HTB

The Global Fund: what, where, how much?

Graham McKerrow, HIV i-Base

The Global Fund to fight AIDS, TB and Malaria, is barely a year old, is recruiting 50 staff to work at offices based in Geneva, and has already promised $1.6 billion dollars over the next six years for prevention and treatment in the poorest countries in the world.

It has advertised seven senior posts on its website and in the 13 July issue of the Economist magazine, and promises a slim and efficient organisation.

Dr Richard Feachem, a British national, was appointed the first executive director of the Global Fund. He was founding director of the Institute for Global Health in San Francisco, and professor of international health at the University of California, San Francisco and Berkeley. He is also a visiting professor at London University. Previously, he was Dean of the London School of Hygiene and Tropical Medicine.
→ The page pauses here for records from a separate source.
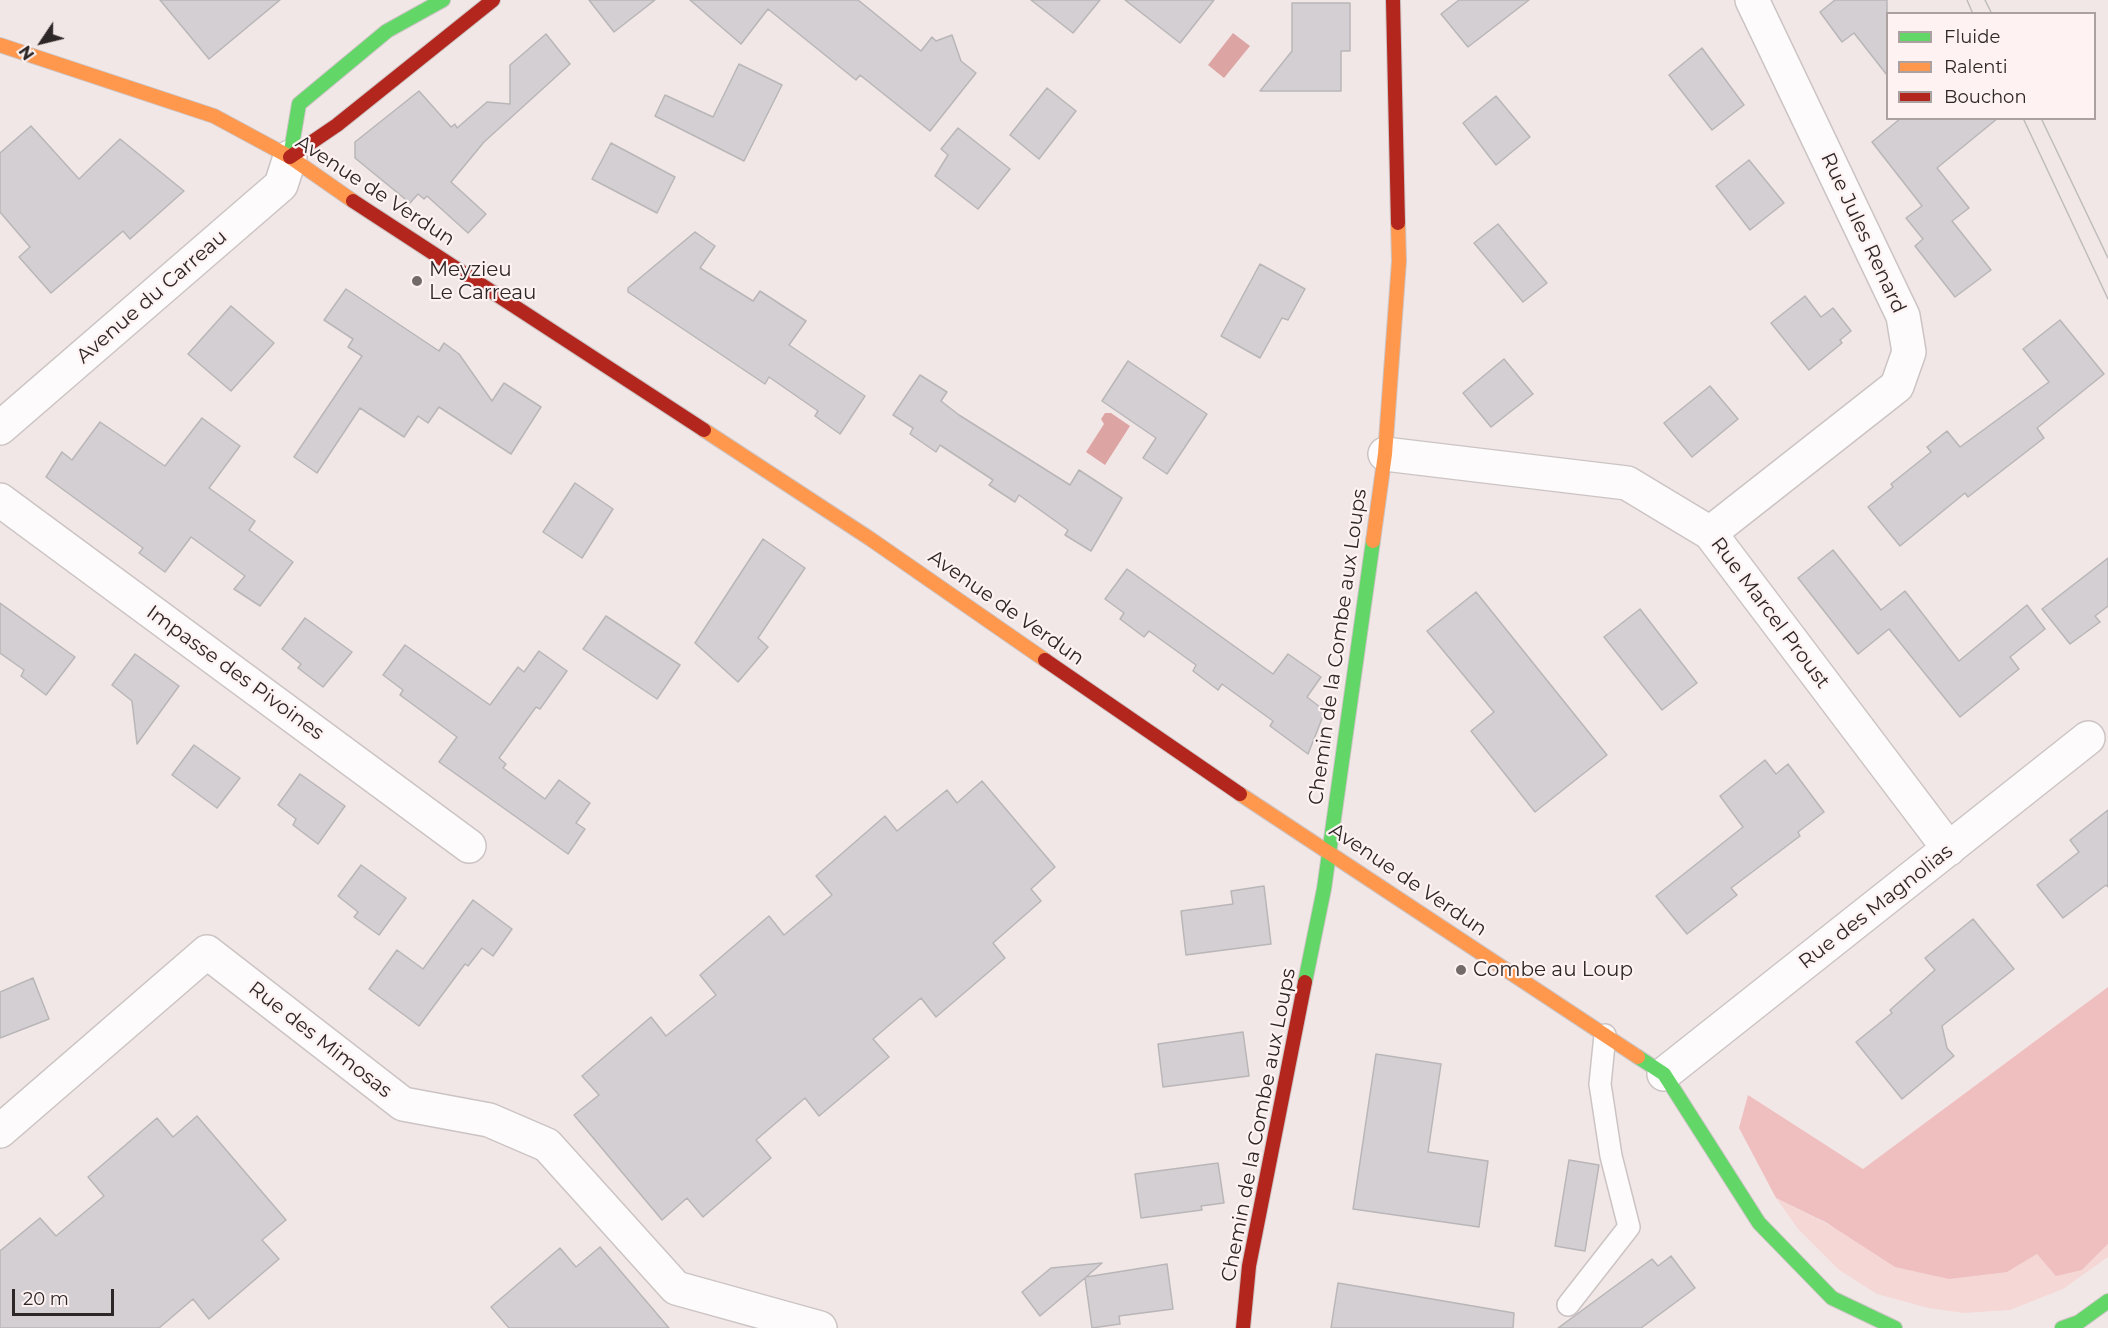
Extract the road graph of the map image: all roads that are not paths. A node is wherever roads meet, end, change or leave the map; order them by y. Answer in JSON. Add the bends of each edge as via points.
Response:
{"nodes":[{"id":1,"x":443,"y":0,"type":"edge"},
{"id":2,"x":493,"y":0,"type":"edge"},
{"id":3,"x":1393,"y":0,"type":"edge"},
{"id":4,"x":1752,"y":0,"type":"edge"},
{"id":5,"x":426,"y":4,"type":"edge"},
{"id":6,"x":464,"y":24,"type":"junction"},
{"id":7,"x":0,"y":45,"type":"edge"},
{"id":8,"x":290,"y":157,"type":"junction"},
{"id":9,"x":0,"y":428,"type":"edge"},
{"id":10,"x":1385,"y":454,"type":"junction"},
{"id":11,"x":0,"y":500,"type":"edge"},
{"id":12,"x":1710,"y":533,"type":"junction"},
{"id":13,"x":2088,"y":738,"type":"dead end"},
{"id":14,"x":469,"y":846,"type":"dead end"},
{"id":15,"x":1949,"y":849,"type":"junction"},
{"id":16,"x":1330,"y":852,"type":"junction"},
{"id":17,"x":1605,"y":1035,"type":"junction"},
{"id":18,"x":1664,"y":1074,"type":"junction"},
{"id":19,"x":1687,"y":1108,"type":"junction"},
{"id":20,"x":0,"y":1131,"type":"edge"},
{"id":21,"x":1713,"y":1178,"type":"dead end"},
{"id":22,"x":2108,"y":1301,"type":"edge"},
{"id":23,"x":1568,"y":1305,"type":"dead end"},
{"id":24,"x":820,"y":1328,"type":"edge"},
{"id":25,"x":1243,"y":1328,"type":"edge"},
{"id":26,"x":1895,"y":1328,"type":"edge"},
{"id":27,"x":2062,"y":1328,"type":"edge"}],
"edges":[{"from":1,"to":5,"type":"main road","name":"Avenue du Carreau"},
{"from":2,"to":6,"type":"main road"},
{"from":3,"to":10,"type":"main road","name":"Chemin de la Combe aux Loups","via":[[1399,261]]},
{"from":4,"to":12,"type":"street","name":"Rue Jules Renard","via":[[1903,316],[1909,352],[1897,386]]},
{"from":5,"to":6,"type":"main road","via":[[442,19]]},
{"from":5,"to":8,"type":"main road","name":"Avenue du Carreau","via":[[387,31],[300,104]]},
{"from":6,"to":8,"type":"main road","via":[[337,126]]},
{"from":7,"to":8,"type":"main road","name":"Avenue de Verdun","via":[[214,116]]},
{"from":8,"to":9,"type":"street","name":"Avenue du Carreau","via":[[281,185]]},
{"from":8,"to":16,"type":"main road","name":"Avenue de Verdun","via":[[905,563],[1204,770]]},
{"from":10,"to":12,"type":"street","name":"Rue Marcel Proust","via":[[1627,483]]},
{"from":10,"to":16,"type":"main road","name":"Chemin de la Combe aux Loups"},
{"from":11,"to":14,"type":"street","name":"Impasse des Pivoines"},
{"from":12,"to":15,"type":"street","name":"Rue Marcel Proust"},
{"from":13,"to":15,"type":"street","name":"Rue des Magnolias"},
{"from":15,"to":18,"type":"street","name":"Rue des Magnolias"},
{"from":16,"to":17,"type":"main road","name":"Avenue de Verdun"},
{"from":16,"to":25,"type":"main road","name":"Chemin de la Combe aux Loups","via":[[1249,1266]]},
{"from":17,"to":18,"type":"main road","name":"Avenue de Verdun"},
{"from":17,"to":23,"type":"lane","via":[[1600,1084],[1611,1156],[1629,1227]]},
{"from":18,"to":19,"type":"main road","name":"Avenue de Verdun"},
{"from":19,"to":21,"type":"main road"},
{"from":19,"to":26,"type":"main road","name":"Avenue de Verdun","via":[[1759,1223],[1832,1298]]},
{"from":20,"to":24,"type":"street","name":"Rue des Mimosas","via":[[207,952],[403,1104],[489,1120],[547,1145],[676,1288]]},
{"from":22,"to":27,"type":"main road","via":[[2079,1322]]}]}
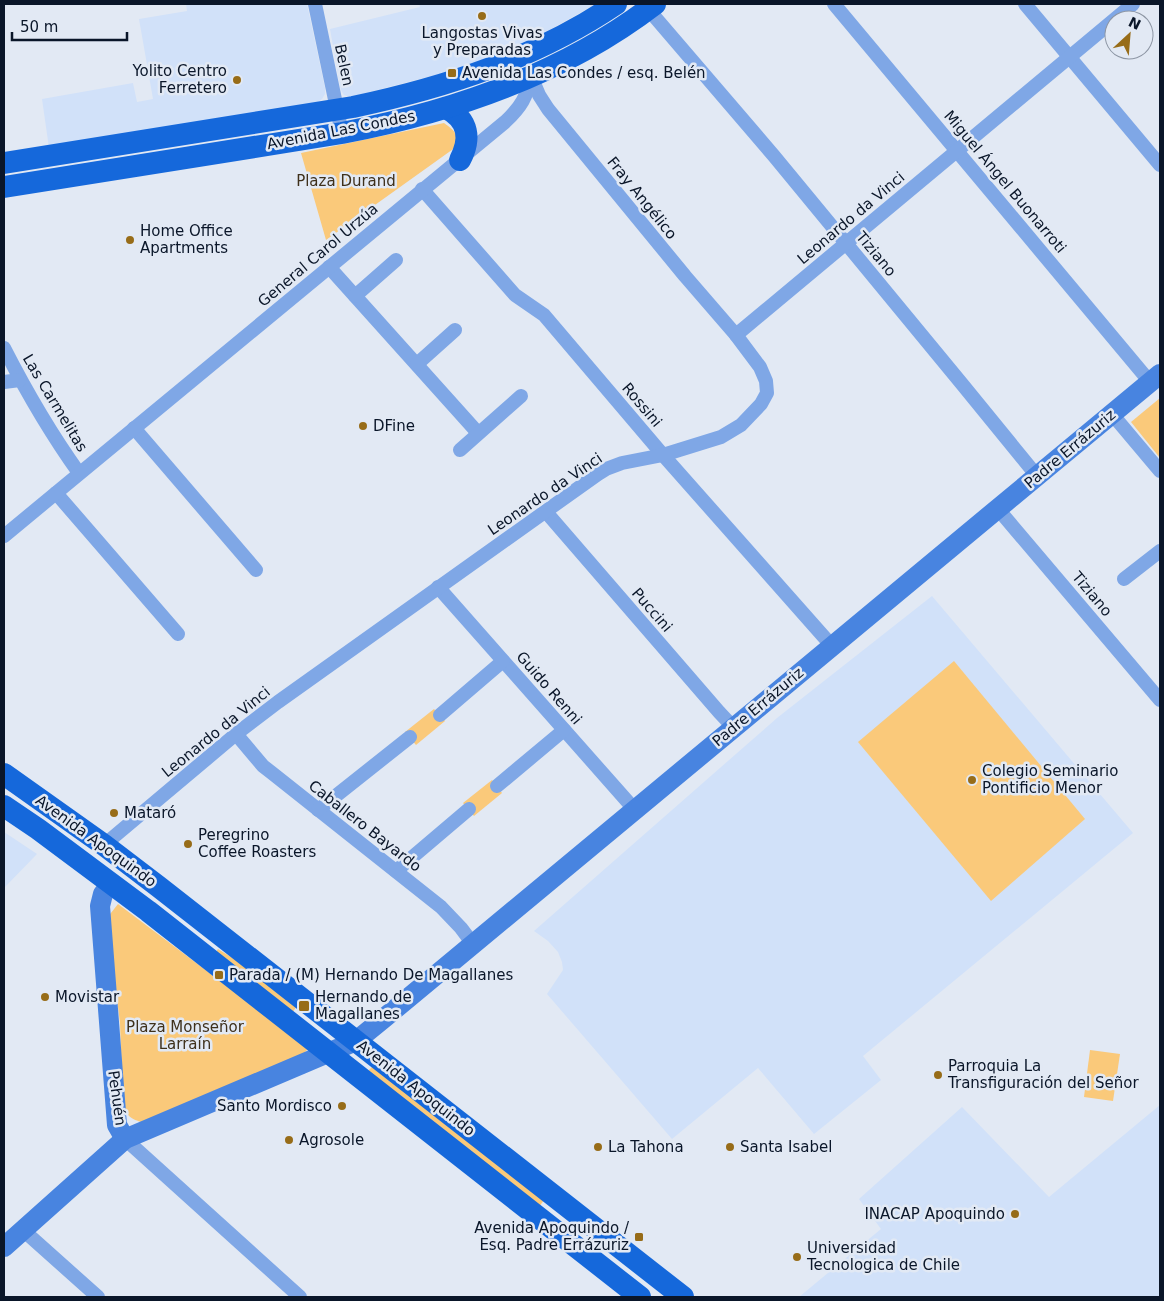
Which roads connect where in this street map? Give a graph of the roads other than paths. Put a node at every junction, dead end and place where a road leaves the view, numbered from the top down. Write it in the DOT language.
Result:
graph roads {
  1 [pos="315,4"];
  2 [pos="616,4"];
  3 [pos="834,4"];
  4 [pos="1026,4"];
  5 [pos="1133,4"];
  6 [pos="651,6"];
  7 [pos="1070,57"];
  8 [pos="531,76"];
  9 [pos="446,108"];
  10 [pos="337,109"];
  11 [pos="342,133"];
  12 [pos="957,150"];
  13 [pos="460,160"];
  14 [pos="4,163"];
  15 [pos="1160,165"];
  16 [pos="4,187"];
  17 [pos="422,189"];
  18 [pos="846,243"];
  19 [pos="396,260"];
  20 [pos="329,267"];
  21 [pos="355,296"];
  22 [pos="455,330"];
  23 [pos="736,335"];
  24 [pos="4,348"];
  25 [pos="417,364"];
  26 [pos="1155,378"];
  27 [pos="20,380"];
  28 [pos="4,382"];
  29 [pos="520,396"];
  30 [pos="1112,414"];
  31 [pos="134,428"];
  32 [pos="478,433"];
  33 [pos="460,450"];
  34 [pos="663,455"];
  35 [pos="1160,471"];
  36 [pos="79,473"];
  37 [pos="1037,476"];
  38 [pos="56,493"];
  39 [pos="998,508"];
  40 [pos="546,512"];
  41 [pos="4,536"];
  42 [pos="1160,550"];
  43 [pos="256,570"];
  44 [pos="1124,579"];
  45 [pos="438,587"];
  46 [pos="178,634"];
  47 [pos="832,646"];
  48 [pos="504,661"];
  49 [pos="1160,700"];
  50 [pos="440,715"];
  51 [pos="734,728"];
  52 [pos="564,730"];
  53 [pos="236,734"];
  54 [pos="410,738"];
  55 [pos="4,774"];
  56 [pos="497,786"];
  57 [pos="4,806"];
  58 [pos="469,809"];
  59 [pos="318,810"];
  60 [pos="635,810"];
  61 [pos="104,845"];
  62 [pos="396,871"];
  63 [pos="112,884"];
  64 [pos="158,887"];
  65 [pos="473,944"];
  66 [pos="356,1041"];
  67 [pos="329,1053"];
  68 [pos="125,1139"];
  69 [pos="23,1230"];
  70 [pos="4,1247"];
  71 [pos="98,1297"];
  72 [pos="300,1297"];
  73 [pos="640,1297"];
  74 [pos="682,1297"];
  1 -- 10 [label="street, Belen"];
  2 -- 10 [label="main road, Avenida Las Condes"];
  3 -- 12 [label="street, Miguel Ángel Buonarroti"];
  4 -- 7 [label="street"];
  5 -- 7 [label="street, Leonardo da Vinci"];
  6 -- 8 [label="main road, Avenida Las Condes"];
  6 -- 18 [label="street, Tiziano"];
  7 -- 12 [label="street, Leonardo da Vinci"];
  7 -- 15 [label="street"];
  8 -- 9 [label="main road, Avenida Las Condes"];
  8 -- 13 [label="street, General Carol Urzúa"];
  8 -- 23 [label="street, Fray Angélico"];
  9 -- 11 [label="main road, Avenida Las Condes"];
  9 -- 13 [label="main road"];
  10 -- 11 [label="street, Belen"];
  10 -- 14 [label="main road, Avenida Las Condes"];
  11 -- 16 [label="main road, Avenida Las Condes"];
  12 -- 18 [label="street, Leonardo da Vinci"];
  12 -- 26 [label="street, Miguel Ángel Buonarroti"];
  13 -- 17 [label="street, General Carol Urzúa"];
  17 -- 20 [label="street, General Carol Urzúa"];
  17 -- 34 [label="street, Rossini"];
  18 -- 23 [label="street, Leonardo da Vinci"];
  18 -- 37 [label="street, Tiziano"];
  19 -- 21 [label="street"];
  20 -- 21 [label="street"];
  20 -- 31 [label="street, General Carol Urzúa"];
  21 -- 25 [label="street"];
  22 -- 25 [label="street"];
  23 -- 34 [label="street, Leonardo da Vinci"];
  24 -- 27 [label="street, Las Carmelitas"];
  25 -- 32 [label="street"];
  26 -- 30 [label="street, Padre Errázuriz"];
  27 -- 28 [label="street"];
  27 -- 36 [label="street, Las Carmelitas"];
  29 -- 32 [label="street"];
  30 -- 35 [label="street"];
  30 -- 37 [label="street, Padre Errázuriz"];
  31 -- 36 [label="street, General Carol Urzúa"];
  31 -- 43 [label="street"];
  32 -- 33 [label="street"];
  34 -- 40 [label="street, Leonardo da Vinci"];
  34 -- 47 [label="street, Rossini"];
  36 -- 38 [label="street, General Carol Urzúa"];
  37 -- 39 [label="street, Padre Errázuriz"];
  38 -- 41 [label="street, General Carol Urzúa"];
  38 -- 46 [label="street"];
  39 -- 47 [label="street, Padre Errázuriz"];
  39 -- 49 [label="street, Tiziano"];
  40 -- 45 [label="street, Leonardo da Vinci"];
  40 -- 51 [label="street, Puccini"];
  42 -- 44 [label="street"];
  45 -- 48 [label="street, Guido Renni"];
  45 -- 53 [label="street, Leonardo da Vinci"];
  47 -- 51 [label="street, Padre Errázuriz"];
  48 -- 50 [label="street"];
  48 -- 52 [label="street, Guido Renni"];
  51 -- 60 [label="street, Padre Errázuriz"];
  52 -- 56 [label="street"];
  52 -- 60 [label="street, Guido Renni"];
  53 -- 59 [label="street, Caballero Bayardo"];
  53 -- 61 [label="street, Leonardo da Vinci"];
  54 -- 59 [label="street"];
  55 -- 61 [label="main road, Avenida Apoquindo"];
  57 -- 63 [label="main road, Avenida Apoquindo"];
  58 -- 62 [label="street"];
  59 -- 62 [label="street, Caballero Bayardo"];
  60 -- 65 [label="street, Padre Errázuriz"];
  61 -- 64 [label="main road, Avenida Apoquindo"];
  62 -- 65 [label="street, Caballero Bayardo"];
  63 -- 64 [label="main road"];
  63 -- 67 [label="main road, Avenida Apoquindo"];
  63 -- 68 [label="street, Pehuén"];
  64 -- 66 [label="main road, Avenida Apoquindo"];
  65 -- 66 [label="street, Padre Errázuriz"];
  66 -- 67 [label="street"];
  66 -- 74 [label="main road, Avenida Apoquindo"];
  67 -- 68 [label="street"];
  67 -- 73 [label="main road, Avenida Apoquindo"];
  68 -- 69 [label="street"];
  68 -- 72 [label="street, Pehuén"];
  69 -- 70 [label="street"];
  69 -- 71 [label="street"];
}
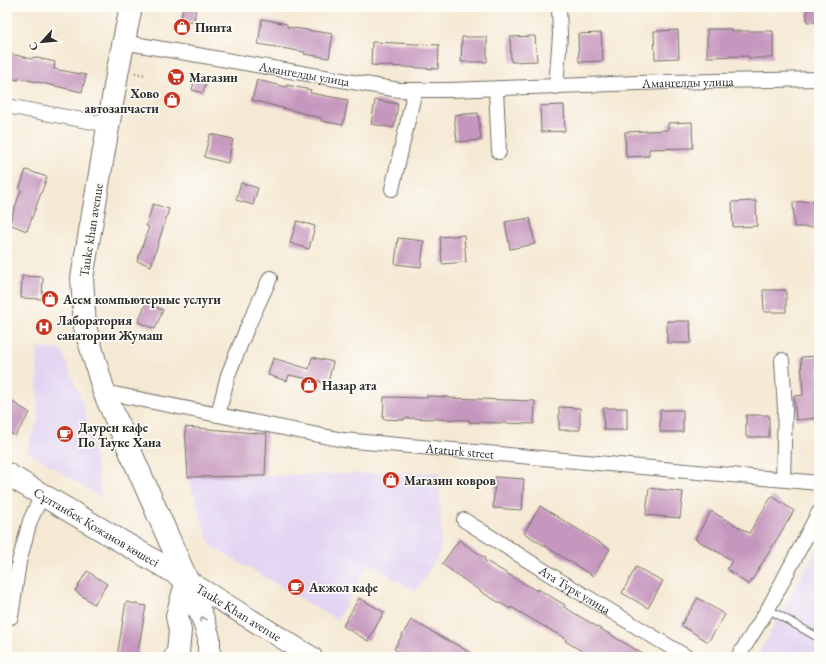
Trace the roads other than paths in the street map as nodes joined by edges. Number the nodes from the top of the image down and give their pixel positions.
1 (131, 7) edge
2 (559, 7) edge
3 (123, 42) junction
4 (819, 79) edge
5 (556, 87) junction
6 (496, 89) junction
7 (415, 90) junction
8 (7, 106) edge
9 (109, 125) junction
10 (499, 152) dead end
11 (392, 190) dead end
12 (270, 278) dead end
13 (782, 360) dead end
14 (104, 392) junction
15 (218, 415) junction
16 (7, 474) edge
17 (783, 479) junction
18 (819, 482) edge
19 (42, 495) junction
20 (819, 512) edge
21 (464, 520) dead end
22 (187, 580) junction
23 (768, 609) junction
24 (11, 617) dead end
25 (819, 638) edge
26 (175, 657) edge
27 (209, 657) edge
28 (312, 657) edge
29 (687, 657) edge
30 (738, 657) edge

There have already been demands for Feacham to be sacked after he said in June: “We have got plenty [of money] to start with. The ball is in our court to demonstrate results.” He was criticised for suggesting the fund should “demonstrate results” before undertaking further fundraising.

The Fund’s board includes the heads of several international AIDS programmes, the managing director of McKinsey & Company, and four government ministers including British development secretary Clare Short and US health secretary Tommy Thompson.

Feacham has promised to announce a global plan of action for HIV/AIDS in October. He told the Barcelona conference that it would include the fund’s financial estimates of resources needed and rates of expenditure over the next several years.

Hopes are riding on the effectiveness of this independent public-private organisation to produce unprecedented results. Feacham has promised to be innovative. “We will take risks. We will fail. We will make mistakes. We will learn and we will move ahead,” he said in Washington recently.

The fund has so far committed $1.6 billion to 40 programmes in 31 countries, 60% of this going to HIV/AIDS programmes. $616 billion is committed for the first two years, with the remainder dependent on performance up to then. Feacham told delegates: “These commitments will double the current number of people receiving HAART in the developing world, and in Africa the number of HAART recipients will increase six-fold as a result of these commitments.” He added: “This is nothing like enough.”

Useful link:
http://www.theglobalfund.org

Comment

It is not difficult to wish the Global Fund well. It is good to see it move swiftly to fund projects and to see it make future funding dependent on results. It is also heartening to hear that it promises to be slim and efficient. We will take its word for now that a staff of 50 is really slim. We will also give them the benefit of the doubt that the director needs to receive the same pay as the director of the World Health Organisation and that staff need to get paid at the same levels as do UN employees – notoriously well! Perhaps it shows a commitment to hiring only the best.

But why does the Global Fund have offices in Geneva? Surely it would be cheaper to open offices in a developing country and make sense to spend money where it is needed. It would mean rents, salaries and fancy lunches could help a struggling economy rather than one of the richest in the world. It doesn’t make the Global Fund look like the ground breaking initiative it claims to be. It doesn’t make it look very global.

The critical thing now, though, is for people to pressure rich governments to give more money – every year – to the fund and for the fund to pass it on swiftly to projects in the field. So far the fund has been given $300 million and promised a further $1.8 billion.

Even 9.2 billion annually, as estimated by Professor Stefano Bertozzi (see separate story) will only slow the spread of the virus and treat just 3.2 million of the 40 million people with the virus.

It is estimated the England-Brazil clash in the football world cup cost the British economy $2 billion. So, as one speaker at Barcelona said, a $10 billion pot would be the price of five soccer games. Another speaker, Dr Amir Attaran from Harvard, said that in 2000 Britain spent $147 million, more than any other country, on international HIV/AIDS work — about half the production budget of the movie Titanic. We have to persuade governments, and their voters, to think on a different scale.

Links to other websites are current at date of posting but not maintained.